Consider the PDE and initial condition
\begin{align}
u_x + u^2 u_y &= 1 \\
u(x,0) &= 1,
\end{align}
where $u = u(x,y)$ and $(x,y) \in \mathbb{R}^2$. I've solved this with the method of characteristics, and the solution is
\begin{equation}
u(x,y) = \sqrt[3]{3y + 1}.
\end{equation}
Also the non-characteristic boundary condition required for (local) existence of the solution is
\begin{equation}
(1,u^2) \cdot (0,1) = u^2 \neq 0.
\end{equation}
Now my question is, isn't this condition automatically true since the boundary condition for the PDE is $u=1$ at the boundary? Or does this condition somehow constrain the result obtained with the method of characteristics? If $y=-\frac{1}{3}$, the solution is zero, so do we have to define the solution only at points where $y \neq -\frac{1}{3}$?

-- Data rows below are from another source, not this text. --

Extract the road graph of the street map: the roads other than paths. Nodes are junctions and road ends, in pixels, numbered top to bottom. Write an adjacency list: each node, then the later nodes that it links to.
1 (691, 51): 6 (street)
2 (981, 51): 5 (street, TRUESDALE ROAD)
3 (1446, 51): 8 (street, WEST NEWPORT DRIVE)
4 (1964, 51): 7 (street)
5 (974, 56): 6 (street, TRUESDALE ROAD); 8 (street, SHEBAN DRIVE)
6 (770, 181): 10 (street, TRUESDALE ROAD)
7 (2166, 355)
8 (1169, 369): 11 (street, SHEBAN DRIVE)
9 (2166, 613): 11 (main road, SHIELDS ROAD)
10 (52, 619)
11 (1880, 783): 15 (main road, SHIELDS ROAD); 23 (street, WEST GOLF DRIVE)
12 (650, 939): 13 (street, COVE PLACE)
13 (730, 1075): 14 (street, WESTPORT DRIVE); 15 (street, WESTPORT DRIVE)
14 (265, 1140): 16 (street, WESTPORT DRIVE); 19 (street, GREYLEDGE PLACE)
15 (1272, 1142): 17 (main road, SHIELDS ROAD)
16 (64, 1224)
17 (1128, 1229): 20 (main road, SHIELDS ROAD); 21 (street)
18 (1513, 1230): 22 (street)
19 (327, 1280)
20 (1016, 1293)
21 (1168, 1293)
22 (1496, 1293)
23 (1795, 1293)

What I'm confused about is if it's enough for the non-characteristic boundary condition to hold on the boundary, or if it has to hold at every point in the domain for local solution to exist.
Best Answer
$$u_x+u^2u_y=1$$
I don't know exactly what you have done. So, I cannot comment it. It is certainly correct since your result is consistent with mine. I will only comment the manner to express and understand the result on my viewpoint.

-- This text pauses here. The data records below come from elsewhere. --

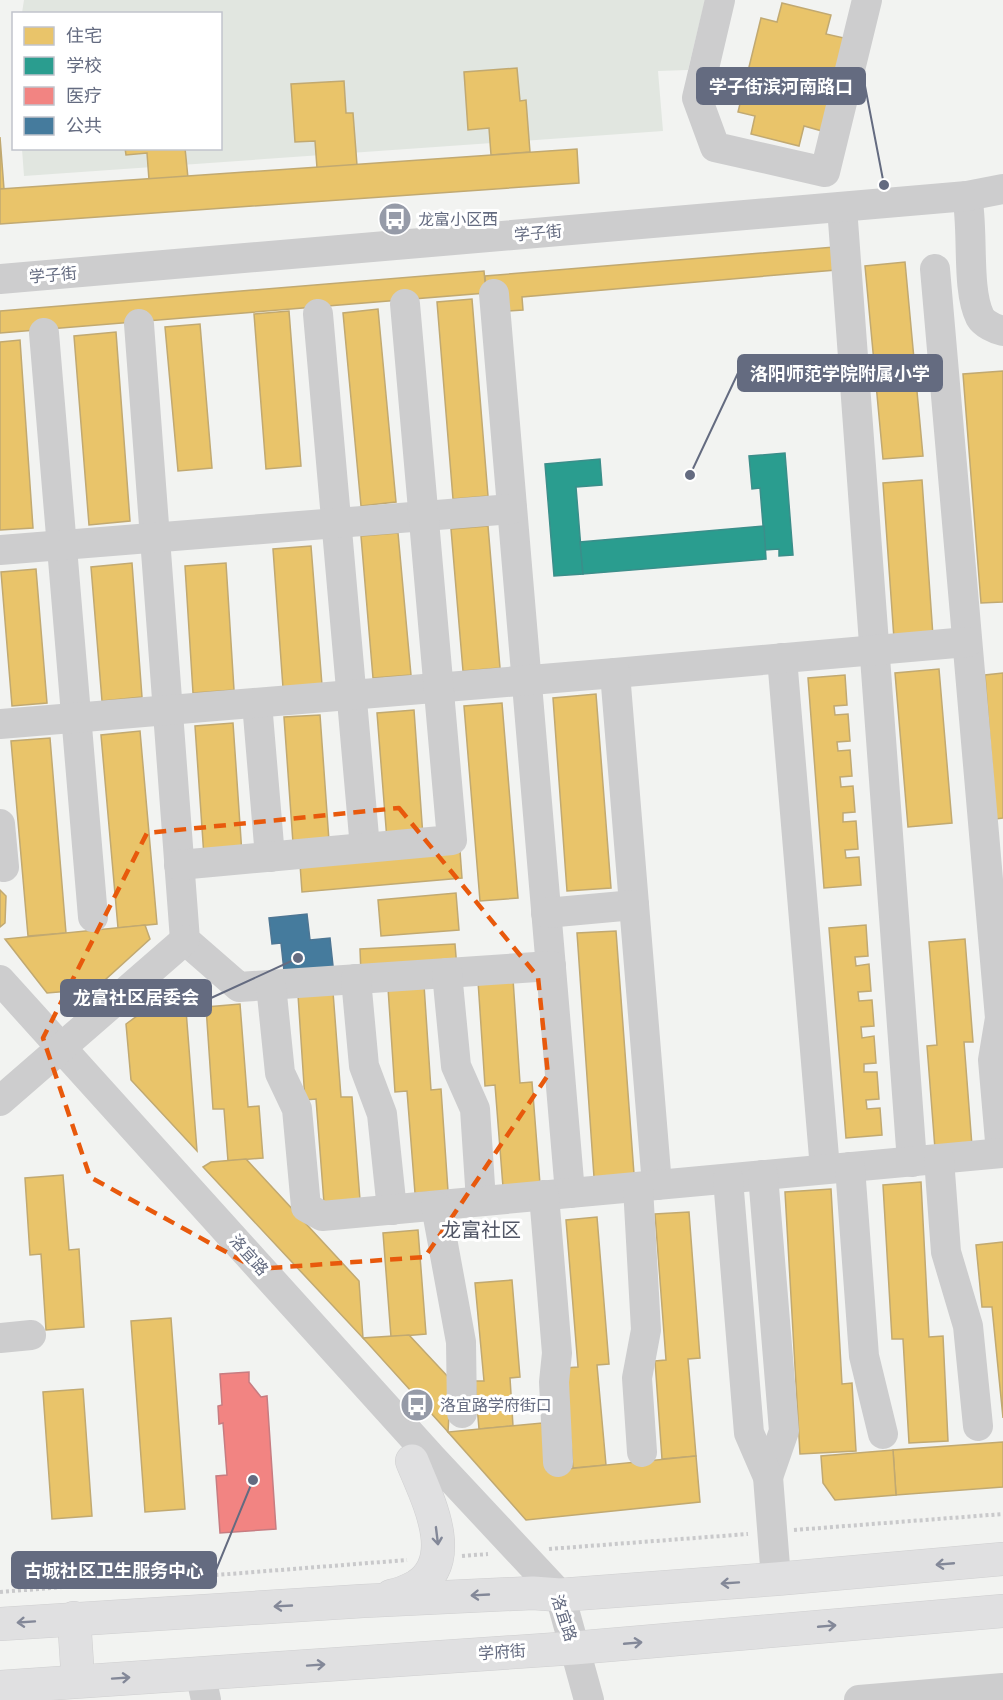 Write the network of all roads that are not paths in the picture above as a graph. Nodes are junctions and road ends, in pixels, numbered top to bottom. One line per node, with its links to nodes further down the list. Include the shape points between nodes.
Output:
1 (720, 0): 2 (street, via 697,98 715,147 825,172)
2 (867, 0)
3 (1003, 189): 5 (street, 学子街)
4 (1003, 198): 5 (street, 学子街)
5 (968, 200): 6 (street, 学子街); 14 (street, via 974,296 981,318)
6 (843, 211): 8 (street, 学子街); 9 (street, 学子街); 23 (street)
7 (935, 269): 22 (street)
8 (0, 279)
9 (0, 288)
10 (494, 294): 16 (street)
11 (405, 304): 17 (street)
12 (318, 314): 18 (street)
13 (139, 324): 19 (street)
14 (1003, 331)
15 (44, 333): 20 (street)
16 (512, 509): 17 (street); 26 (street)
17 (423, 516): 18 (street); 27 (street)
18 (337, 523): 19 (street); 28 (street)
19 (155, 538): 20 (street); 30 (street)
20 (62, 545): 21 (street); 31 (street)
21 (0, 550)
22 (967, 642): 23 (street); 50 (street, via 1000,1018 993,1060)
23 (875, 650): 24 (street); 51 (street)
24 (782, 658): 25 (street); 52 (street)
25 (615, 673): 26 (street); 38 (street)
26 (527, 680): 27 (street); 39 (street)
27 (439, 687): 28 (street); 34 (street, via 452,840)
28 (351, 695): 29 (street); 34 (street)
29 (257, 703): 30 (street); 35 (street)
30 (168, 710): 31 (street); 36 (street)
31 (76, 718): 32 (street); 40 (street)
32 (0, 724)
33 (0, 824): 37 (street)
34 (365, 848): 35 (street)
35 (270, 857): 36 (street)
36 (179, 865): 41 (street)
37 (4, 867)
38 (634, 905): 39 (street); 55 (street)
39 (546, 913): 42 (street)
40 (93, 917)
41 (185, 940): 46 (street, via 239,987); 48 (street)
42 (551, 966): 43 (street); 56 (street)
43 (447, 973): 44 (street); 57 (street, via 456,1066 476,1109)
44 (356, 979): 46 (street); 59 (street, via 364,1066 382,1114)
45 (0, 980): 48 (street, 洛宜路)
46 (271, 985): 59 (street, via 280,1073 297,1109 306,1207 322,1216)
47 (0, 1004): 48 (street, 洛宜路)
48 (55, 1052): 49 (street); 66 (street, 洛宜路); 71 (street, 洛宜路, via 432,1458)
49 (0, 1101)
50 (1002, 1153): 51 (street)
51 (925, 1160): 52 (street); 63 (street, via 968,1326)
52 (837, 1168): 53 (street); 64 (street, via 864,1356)
53 (763, 1175): 54 (street); 68 (street, via 784,1431)
54 (728, 1179): 55 (street); 68 (street, via 749,1433)
55 (647, 1186): 56 (street); 65 (street, via 646,1330 637,1378)
56 (557, 1194): 57 (street); 67 (street, via 554,1382)
57 (481, 1201): 58 (street)
58 (435, 1206): 59 (street); 62 (street, via 460,1342)
59 (392, 1210)
60 (31, 1335): 61 (street)
61 (0, 1338)
62 (462, 1413)
63 (978, 1426)
64 (883, 1434)
65 (642, 1452)
66 (412, 1461): 71 (street, 洛宜路); 72 (main road, one-way to 72, via 433,1514 438,1542 436,1566 424,1581 403,1594)
67 (558, 1462)
68 (768, 1477): 70 (street)
69 (1003, 1558): 70 (main road, one-way to 70)
70 (776, 1579): 71 (main road, one-way to 71)
71 (546, 1594): 72 (main road, one-way to 72); 76 (street, 洛宜路)
72 (363, 1601): 74 (main road, one-way to 74)
73 (1003, 1611): 76 (main road, 学府街, one-way to 73)
74 (74, 1618): 75 (main road, one-way to 75); 77 (main road)
75 (0, 1624)
76 (574, 1648): 78 (main road, 学府街, one-way to 76); 81 (street)
77 (78, 1680): 78 (main road, 学府街, one-way to 78); 79 (main road, 学府街)
78 (203, 1686)
79 (0, 1687)
80 (1003, 1688): 82 (street)
81 (589, 1700)
82 (860, 1700)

For me, the general solution of the PDE is (on the form of implicit equation) : $$\frac{1}{3}u^3-y=F(u-x)$$ where $F$ is any differentiable function.
$u(x,0)=1 \quad\implies\quad \frac{1}{3}1^3-0=F(1-x)=\frac{1}{3}$
This implies that the function $F$ is constant : $F(X)=\frac{1}{3}$ any $X$. So, the arbitrary function $F$ is now well determined according to the condition. Putting it into the general solution leads to : $$\frac{1}{3}u^3-y=\frac13$$ $$u^3=3y+1$$
I cannot see any ambiguity up to now :
$\begin{cases} 3u^2u_y=3\quad\implies\quad u^2u_y=1\\ u_x=0\end{cases}\quad\implies\quad u_x+u^2u_y=0+1=1$
Thus, the solution $u^3=3y+1$ satisfies the PDE and the condition (even at $y=-\frac13$ ).

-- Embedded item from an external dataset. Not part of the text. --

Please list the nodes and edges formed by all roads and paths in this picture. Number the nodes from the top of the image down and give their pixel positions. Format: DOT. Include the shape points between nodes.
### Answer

The apparent difficulty comes when you express the solution on the form : $$u=\sqrt[3]{3y+1}$$ due to the derivative :$\quad u_y=\frac{1}{(3y+1)^{2/3}}\quad$ which is not finite at $y=-\frac13$.
But, in the PDE, the term $u^2u_y$ continue to be finite $=(\sqrt[3]{3y+1})^2\frac{1}{(3y+1)^{2/3}}=1$ at limit $y\to -\frac13$.